(Records drawn from a dataset)
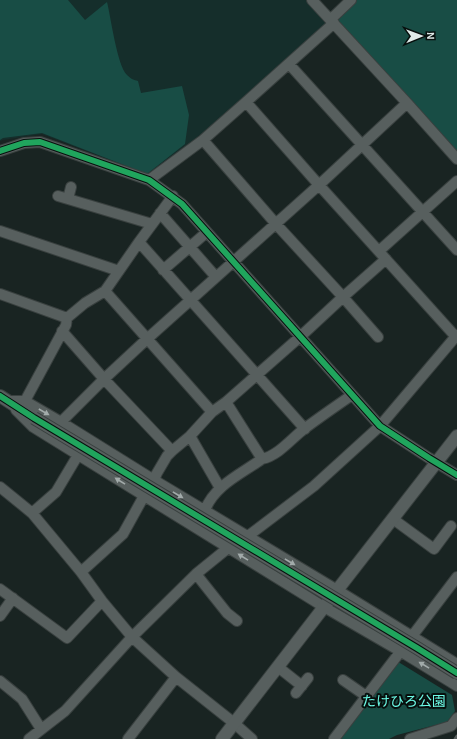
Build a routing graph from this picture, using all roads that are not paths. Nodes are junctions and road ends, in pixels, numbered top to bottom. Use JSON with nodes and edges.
{"nodes":[{"id":1,"x":312,"y":0,"type":"edge"},
{"id":2,"x":351,"y":0,"type":"edge"},
{"id":3,"x":332,"y":21,"type":"junction"},
{"id":4,"x":289,"y":64,"type":"junction"},
{"id":5,"x":246,"y":102,"type":"junction"},
{"id":6,"x":408,"y":103,"type":"junction"},
{"id":7,"x":203,"y":140,"type":"junction"},
{"id":8,"x":363,"y":145,"type":"junction"},
{"id":9,"x":0,"y":151,"type":"edge"},
{"id":10,"x":457,"y":159,"type":"edge"},
{"id":11,"x":149,"y":180,"type":"junction"},
{"id":12,"x":457,"y":181,"type":"edge"},
{"id":13,"x":319,"y":186,"type":"junction"},
{"id":14,"x":71,"y":187,"type":"dead end"},
{"id":15,"x":172,"y":196,"type":"junction"},
{"id":16,"x":422,"y":212,"type":"junction"},
{"id":17,"x":160,"y":213,"type":"junction"},
{"id":18,"x":152,"y":224,"type":"junction"},
{"id":19,"x":276,"y":224,"type":"junction"},
{"id":20,"x":0,"y":231,"type":"edge"},
{"id":21,"x":207,"y":232,"type":"junction"},
{"id":22,"x":139,"y":242,"type":"junction"},
{"id":23,"x":190,"y":247,"type":"junction"},
{"id":24,"x":457,"y":250,"type":"edge"},
{"id":25,"x":379,"y":251,"type":"junction"},
{"id":26,"x":386,"y":259,"type":"junction"},
{"id":27,"x":233,"y":262,"type":"junction"},
{"id":28,"x":164,"y":270,"type":"junction"},
{"id":29,"x":119,"y":271,"type":"junction"},
{"id":30,"x":216,"y":277,"type":"junction"},
{"id":31,"x":105,"y":291,"type":"junction"},
{"id":32,"x":0,"y":294,"type":"edge"},
{"id":33,"x":343,"y":297,"type":"junction"},
{"id":34,"x":190,"y":300,"type":"junction"},
{"id":35,"x":67,"y":318,"type":"junction"},
{"id":36,"x":62,"y":331,"type":"junction"},
{"id":37,"x":301,"y":336,"type":"junction"},
{"id":38,"x":456,"y":336,"type":"edge"},
{"id":39,"x":378,"y":337,"type":"dead end"},
{"id":40,"x":147,"y":339,"type":"junction"},
{"id":41,"x":257,"y":375,"type":"junction"},
{"id":42,"x":104,"y":379,"type":"junction"},
{"id":43,"x":352,"y":395,"type":"junction"},
{"id":44,"x":4,"y":399,"type":"edge"},
{"id":45,"x":25,"y":401,"type":"junction"},
{"id":46,"x":226,"y":402,"type":"junction"},
{"id":47,"x":212,"y":412,"type":"junction"},
{"id":48,"x":62,"y":422,"type":"junction"},
{"id":49,"x":380,"y":426,"type":"junction"},
{"id":50,"x":304,"y":429,"type":"junction"},
{"id":51,"x":190,"y":436,"type":"junction"},
{"id":52,"x":457,"y":436,"type":"edge"},
{"id":53,"x":172,"y":451,"type":"junction"},
{"id":54,"x":78,"y":455,"type":"junction"},
{"id":55,"x":262,"y":459,"type":"junction"},
{"id":56,"x":436,"y":463,"type":"junction"},
{"id":57,"x":457,"y":475,"type":"edge"},
{"id":58,"x":154,"y":480,"type":"junction"},
{"id":59,"x":0,"y":486,"type":"edge"},
{"id":60,"x":220,"y":488,"type":"junction"},
{"id":61,"x":144,"y":496,"type":"junction"},
{"id":62,"x":204,"y":510,"type":"junction"},
{"id":63,"x":32,"y":513,"type":"junction"},
{"id":64,"x":393,"y":519,"type":"junction"},
{"id":65,"x":451,"y":526,"type":"dead end"},
{"id":66,"x":248,"y":536,"type":"junction"},
{"id":67,"x":228,"y":548,"type":"junction"},
{"id":68,"x":82,"y":572,"type":"junction"},
{"id":69,"x":196,"y":574,"type":"junction"},
{"id":70,"x":457,"y":577,"type":"edge"},
{"id":71,"x":0,"y":588,"type":"edge"},
{"id":72,"x":337,"y":590,"type":"junction"},
{"id":73,"x":13,"y":598,"type":"junction"},
{"id":74,"x":102,"y":601,"type":"junction"},
{"id":75,"x":324,"y":607,"type":"junction"},
{"id":76,"x":0,"y":616,"type":"edge"},
{"id":77,"x":237,"y":621,"type":"dead end"},
{"id":78,"x":412,"y":636,"type":"junction"},
{"id":79,"x":132,"y":637,"type":"junction"},
{"id":80,"x":400,"y":651,"type":"junction"},
{"id":81,"x":457,"y":664,"type":"edge"},
{"id":82,"x":278,"y":667,"type":"junction"},
{"id":83,"x":457,"y":673,"type":"edge"},
{"id":84,"x":176,"y":677,"type":"junction"},
{"id":85,"x":343,"y":680,"type":"dead end"},
{"id":86,"x":0,"y":681,"type":"edge"},
{"id":87,"x":302,"y":685,"type":"dead end"},
{"id":88,"x":457,"y":686,"type":"edge"},
{"id":89,"x":366,"y":696,"type":"junction"},
{"id":90,"x":457,"y":718,"type":"edge"},
{"id":91,"x":234,"y":723,"type":"junction"},
{"id":92,"x":40,"y":730,"type":"junction"},
{"id":93,"x":29,"y":739,"type":"edge"},
{"id":94,"x":128,"y":739,"type":"edge"},
{"id":95,"x":222,"y":739,"type":"edge"},
{"id":96,"x":252,"y":739,"type":"edge"},
{"id":97,"x":334,"y":739,"type":"edge"},
{"id":98,"x":410,"y":739,"type":"edge"}],
"edges":[{"from":1,"to":3,"type":"street"},
{"from":2,"to":3,"type":"street"},
{"from":3,"to":4,"type":"street"},
{"from":3,"to":6,"type":"street"},
{"from":4,"to":5,"type":"street"},
{"from":4,"to":8,"type":"street"},
{"from":5,"to":7,"type":"street"},
{"from":5,"to":13,"type":"street"},
{"from":6,"to":8,"type":"street"},
{"from":6,"to":10,"type":"street"},
{"from":7,"to":11,"type":"street"},
{"from":7,"to":19,"type":"street"},
{"from":8,"to":13,"type":"street"},
{"from":8,"to":16,"type":"street"},
{"from":9,"to":11,"type":"street"},
{"from":11,"to":15,"type":"street"},
{"from":12,"to":16,"type":"street"},
{"from":13,"to":19,"type":"street"},
{"from":13,"to":25,"type":"street"},
{"from":14,"to":18,"type":"street"},
{"from":15,"to":17,"type":"street"},
{"from":15,"to":21,"type":"street"},
{"from":16,"to":24,"type":"street"},
{"from":16,"to":25,"type":"street"},
{"from":17,"to":18,"type":"street"},
{"from":17,"to":23,"type":"street"},
{"from":18,"to":22,"type":"street"},
{"from":19,"to":27,"type":"street"},
{"from":19,"to":33,"type":"street"},
{"from":20,"to":29,"type":"street"},
{"from":21,"to":23,"type":"street"},
{"from":21,"to":27,"type":"street"},
{"from":22,"to":28,"type":"street"},
{"from":22,"to":29,"type":"street"},
{"from":23,"to":28,"type":"street"},
{"from":23,"to":30,"type":"street"},
{"from":25,"to":26,"type":"street"},
{"from":26,"to":33,"type":"street"},
{"from":26,"to":38,"type":"street"},
{"from":27,"to":30,"type":"street"},
{"from":27,"to":37,"type":"street"},
{"from":28,"to":34,"type":"street"},
{"from":29,"to":31,"type":"street"},
{"from":30,"to":34,"type":"street"},
{"from":31,"to":35,"type":"street"},
{"from":31,"to":40,"type":"street"},
{"from":32,"to":35,"type":"street"},
{"from":33,"to":37,"type":"street"},
{"from":33,"to":39,"type":"street"},
{"from":34,"to":40,"type":"street"},
{"from":34,"to":41,"type":"street"},
{"from":35,"to":36,"type":"street"},
{"from":36,"to":42,"type":"street"},
{"from":36,"to":45,"type":"street"},
{"from":37,"to":41,"type":"street"},
{"from":37,"to":43,"type":"street"},
{"from":38,"to":49,"type":"street"},
{"from":40,"to":42,"type":"street"},
{"from":40,"to":47,"type":"street"},
{"from":41,"to":46,"type":"street"},
{"from":41,"to":50,"type":"street"},
{"from":42,"to":48,"type":"street"},
{"from":42,"to":53,"type":"street"},
{"from":43,"to":49,"type":"street"},
{"from":43,"to":50,"type":"street"},
{"from":44,"to":45,"type":"street"},
{"from":44,"to":54,"type":"street"},
{"from":44,"to":83,"type":"street","bridge":true},
{"from":45,"to":48,"type":"street","one_way":true},
{"from":46,"to":47,"type":"street"},
{"from":46,"to":55,"type":"street"},
{"from":47,"to":51,"type":"street"},
{"from":48,"to":58,"type":"street"},
{"from":49,"to":56,"type":"street"},
{"from":49,"to":66,"type":"street"},
{"from":50,"to":55,"type":"street"},
{"from":51,"to":53,"type":"street"},
{"from":51,"to":60,"type":"street"},
{"from":52,"to":56,"type":"street"},
{"from":53,"to":58,"type":"street"},
{"from":61,"to":54,"type":"street","one_way":true},
{"from":54,"to":63,"type":"street"},
{"from":55,"to":60,"type":"street"},
{"from":56,"to":57,"type":"street"},
{"from":56,"to":64,"type":"street"},
{"from":58,"to":62,"type":"street","one_way":true},
{"from":59,"to":63,"type":"street"},
{"from":60,"to":62,"type":"street"},
{"from":61,"to":67,"type":"street"},
{"from":61,"to":68,"type":"street"},
{"from":62,"to":66,"type":"street"},
{"from":63,"to":68,"type":"street"},
{"from":64,"to":65,"type":"street"},
{"from":64,"to":72,"type":"street"},
{"from":66,"to":72,"type":"street","one_way":true},
{"from":67,"to":69,"type":"street"},
{"from":75,"to":67,"type":"street","one_way":true},
{"from":68,"to":74,"type":"street"},
{"from":69,"to":77,"type":"street"},
{"from":69,"to":79,"type":"street"},
{"from":70,"to":78,"type":"street"},
{"from":71,"to":73,"type":"street"},
{"from":72,"to":75,"type":"street"},
{"from":72,"to":78,"type":"street"},
{"from":73,"to":74,"type":"street"},
{"from":73,"to":76,"type":"street"},
{"from":74,"to":79,"type":"street"},
{"from":75,"to":80,"type":"street"},
{"from":75,"to":82,"type":"street"},
{"from":78,"to":80,"type":"street"},
{"from":78,"to":81,"type":"street"},
{"from":79,"to":84,"type":"street"},
{"from":79,"to":92,"type":"street"},
{"from":88,"to":80,"type":"street","one_way":true},
{"from":80,"to":89,"type":"street"},
{"from":82,"to":87,"type":"street"},
{"from":82,"to":91,"type":"street"},
{"from":84,"to":91,"type":"street"},
{"from":84,"to":94,"type":"street"},
{"from":85,"to":89,"type":"street"},
{"from":86,"to":92,"type":"street"},
{"from":89,"to":97,"type":"street"},
{"from":90,"to":98,"type":"street"},
{"from":91,"to":95,"type":"street"},
{"from":91,"to":96,"type":"street"},
{"from":92,"to":93,"type":"street"}]}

• [Task to complete] Return a copy of every line in the records that includes the string "true".

• [Answer area]
{"from":44,"to":83,"type":"street","bridge":true},
{"from":45,"to":48,"type":"street","one_way":true},
{"from":61,"to":54,"type":"street","one_way":true},
{"from":58,"to":62,"type":"street","one_way":true},
{"from":66,"to":72,"type":"street","one_way":true},
{"from":75,"to":67,"type":"street","one_way":true},
{"from":88,"to":80,"type":"street","one_way":true},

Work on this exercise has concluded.